DATA PROVIDED Start Marker

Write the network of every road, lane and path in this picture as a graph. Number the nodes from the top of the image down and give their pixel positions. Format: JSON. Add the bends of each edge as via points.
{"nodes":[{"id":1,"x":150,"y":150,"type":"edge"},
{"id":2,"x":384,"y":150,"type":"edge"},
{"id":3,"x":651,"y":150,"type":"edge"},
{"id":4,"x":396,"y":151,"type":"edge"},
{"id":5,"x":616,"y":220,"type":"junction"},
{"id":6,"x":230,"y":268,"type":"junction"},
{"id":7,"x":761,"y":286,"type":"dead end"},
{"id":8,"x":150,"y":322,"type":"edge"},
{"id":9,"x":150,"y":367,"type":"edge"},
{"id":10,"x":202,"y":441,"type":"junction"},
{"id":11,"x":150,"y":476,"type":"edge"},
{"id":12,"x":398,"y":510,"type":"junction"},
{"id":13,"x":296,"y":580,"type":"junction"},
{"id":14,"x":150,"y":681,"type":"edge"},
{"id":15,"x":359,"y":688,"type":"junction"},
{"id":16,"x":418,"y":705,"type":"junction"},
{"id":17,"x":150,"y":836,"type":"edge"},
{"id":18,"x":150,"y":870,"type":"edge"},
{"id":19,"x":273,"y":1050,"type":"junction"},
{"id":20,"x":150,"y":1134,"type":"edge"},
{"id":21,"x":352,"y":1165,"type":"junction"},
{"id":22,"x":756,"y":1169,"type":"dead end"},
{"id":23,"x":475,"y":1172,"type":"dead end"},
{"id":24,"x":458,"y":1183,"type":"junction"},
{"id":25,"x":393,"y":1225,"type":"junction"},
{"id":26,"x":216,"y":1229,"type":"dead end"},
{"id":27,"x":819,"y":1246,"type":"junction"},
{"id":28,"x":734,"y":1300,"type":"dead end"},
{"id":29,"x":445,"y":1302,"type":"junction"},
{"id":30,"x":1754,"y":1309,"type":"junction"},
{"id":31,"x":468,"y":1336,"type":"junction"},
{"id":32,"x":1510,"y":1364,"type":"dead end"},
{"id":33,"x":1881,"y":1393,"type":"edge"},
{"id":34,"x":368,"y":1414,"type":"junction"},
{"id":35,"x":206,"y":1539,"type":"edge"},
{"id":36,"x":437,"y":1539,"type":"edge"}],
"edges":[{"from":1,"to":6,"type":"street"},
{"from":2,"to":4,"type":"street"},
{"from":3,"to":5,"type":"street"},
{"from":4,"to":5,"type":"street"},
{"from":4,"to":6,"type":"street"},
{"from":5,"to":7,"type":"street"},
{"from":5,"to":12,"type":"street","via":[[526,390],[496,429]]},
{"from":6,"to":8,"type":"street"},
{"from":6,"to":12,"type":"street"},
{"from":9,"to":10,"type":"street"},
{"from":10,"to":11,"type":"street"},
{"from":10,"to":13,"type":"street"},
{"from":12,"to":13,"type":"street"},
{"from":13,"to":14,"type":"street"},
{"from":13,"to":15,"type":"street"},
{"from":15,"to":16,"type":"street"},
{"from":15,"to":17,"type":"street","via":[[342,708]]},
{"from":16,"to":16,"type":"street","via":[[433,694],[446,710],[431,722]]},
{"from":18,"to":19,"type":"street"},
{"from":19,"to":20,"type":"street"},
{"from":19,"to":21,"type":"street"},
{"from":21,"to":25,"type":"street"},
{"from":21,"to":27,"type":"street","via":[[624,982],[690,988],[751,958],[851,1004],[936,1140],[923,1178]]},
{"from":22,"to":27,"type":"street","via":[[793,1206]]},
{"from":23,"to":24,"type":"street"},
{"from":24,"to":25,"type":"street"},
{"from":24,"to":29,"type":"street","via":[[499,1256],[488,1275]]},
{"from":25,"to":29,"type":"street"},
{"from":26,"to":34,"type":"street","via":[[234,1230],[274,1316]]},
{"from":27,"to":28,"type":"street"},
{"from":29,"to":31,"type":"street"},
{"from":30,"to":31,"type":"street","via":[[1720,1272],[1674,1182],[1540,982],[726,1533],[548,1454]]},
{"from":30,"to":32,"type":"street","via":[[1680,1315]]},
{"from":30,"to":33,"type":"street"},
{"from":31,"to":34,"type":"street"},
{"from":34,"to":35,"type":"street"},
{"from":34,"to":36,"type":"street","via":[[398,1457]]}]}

DATA PROVIDED End Marker

**YOUR OBJECTIVE:** Using the exact wording, write out all of the records.

**TASK ANSWER:**
Write the network of every road, lane and path in this picture as a graph. Number the nodes from the top of the image down and give their pixel positions. Format: JSON. Add the bends of each edge as via points.
{"nodes":[{"id":1,"x":150,"y":150,"type":"edge"},
{"id":2,"x":384,"y":150,"type":"edge"},
{"id":3,"x":651,"y":150,"type":"edge"},
{"id":4,"x":396,"y":151,"type":"edge"},
{"id":5,"x":616,"y":220,"type":"junction"},
{"id":6,"x":230,"y":268,"type":"junction"},
{"id":7,"x":761,"y":286,"type":"dead end"},
{"id":8,"x":150,"y":322,"type":"edge"},
{"id":9,"x":150,"y":367,"type":"edge"},
{"id":10,"x":202,"y":441,"type":"junction"},
{"id":11,"x":150,"y":476,"type":"edge"},
{"id":12,"x":398,"y":510,"type":"junction"},
{"id":13,"x":296,"y":580,"type":"junction"},
{"id":14,"x":150,"y":681,"type":"edge"},
{"id":15,"x":359,"y":688,"type":"junction"},
{"id":16,"x":418,"y":705,"type":"junction"},
{"id":17,"x":150,"y":836,"type":"edge"},
{"id":18,"x":150,"y":870,"type":"edge"},
{"id":19,"x":273,"y":1050,"type":"junction"},
{"id":20,"x":150,"y":1134,"type":"edge"},
{"id":21,"x":352,"y":1165,"type":"junction"},
{"id":22,"x":756,"y":1169,"type":"dead end"},
{"id":23,"x":475,"y":1172,"type":"dead end"},
{"id":24,"x":458,"y":1183,"type":"junction"},
{"id":25,"x":393,"y":1225,"type":"junction"},
{"id":26,"x":216,"y":1229,"type":"dead end"},
{"id":27,"x":819,"y":1246,"type":"junction"},
{"id":28,"x":734,"y":1300,"type":"dead end"},
{"id":29,"x":445,"y":1302,"type":"junction"},
{"id":30,"x":1754,"y":1309,"type":"junction"},
{"id":31,"x":468,"y":1336,"type":"junction"},
{"id":32,"x":1510,"y":1364,"type":"dead end"},
{"id":33,"x":1881,"y":1393,"type":"edge"},
{"id":34,"x":368,"y":1414,"type":"junction"},
{"id":35,"x":206,"y":1539,"type":"edge"},
{"id":36,"x":437,"y":1539,"type":"edge"}],
"edges":[{"from":1,"to":6,"type":"street"},
{"from":2,"to":4,"type":"street"},
{"from":3,"to":5,"type":"street"},
{"from":4,"to":5,"type":"street"},
{"from":4,"to":6,"type":"street"},
{"from":5,"to":7,"type":"street"},
{"from":5,"to":12,"type":"street","via":[[526,390],[496,429]]},
{"from":6,"to":8,"type":"street"},
{"from":6,"to":12,"type":"street"},
{"from":9,"to":10,"type":"street"},
{"from":10,"to":11,"type":"street"},
{"from":10,"to":13,"type":"street"},
{"from":12,"to":13,"type":"street"},
{"from":13,"to":14,"type":"street"},
{"from":13,"to":15,"type":"street"},
{"from":15,"to":16,"type":"street"},
{"from":15,"to":17,"type":"street","via":[[342,708]]},
{"from":16,"to":16,"type":"street","via":[[433,694],[446,710],[431,722]]},
{"from":18,"to":19,"type":"street"},
{"from":19,"to":20,"type":"street"},
{"from":19,"to":21,"type":"street"},
{"from":21,"to":25,"type":"street"},
{"from":21,"to":27,"type":"street","via":[[624,982],[690,988],[751,958],[851,1004],[936,1140],[923,1178]]},
{"from":22,"to":27,"type":"street","via":[[793,1206]]},
{"from":23,"to":24,"type":"street"},
{"from":24,"to":25,"type":"street"},
{"from":24,"to":29,"type":"street","via":[[499,1256],[488,1275]]},
{"from":25,"to":29,"type":"street"},
{"from":26,"to":34,"type":"street","via":[[234,1230],[274,1316]]},
{"from":27,"to":28,"type":"street"},
{"from":29,"to":31,"type":"street"},
{"from":30,"to":31,"type":"street","via":[[1720,1272],[1674,1182],[1540,982],[726,1533],[548,1454]]},
{"from":30,"to":32,"type":"street","via":[[1680,1315]]},
{"from":30,"to":33,"type":"street"},
{"from":31,"to":34,"type":"street"},
{"from":34,"to":35,"type":"street"},
{"from":34,"to":36,"type":"street","via":[[398,1457]]}]}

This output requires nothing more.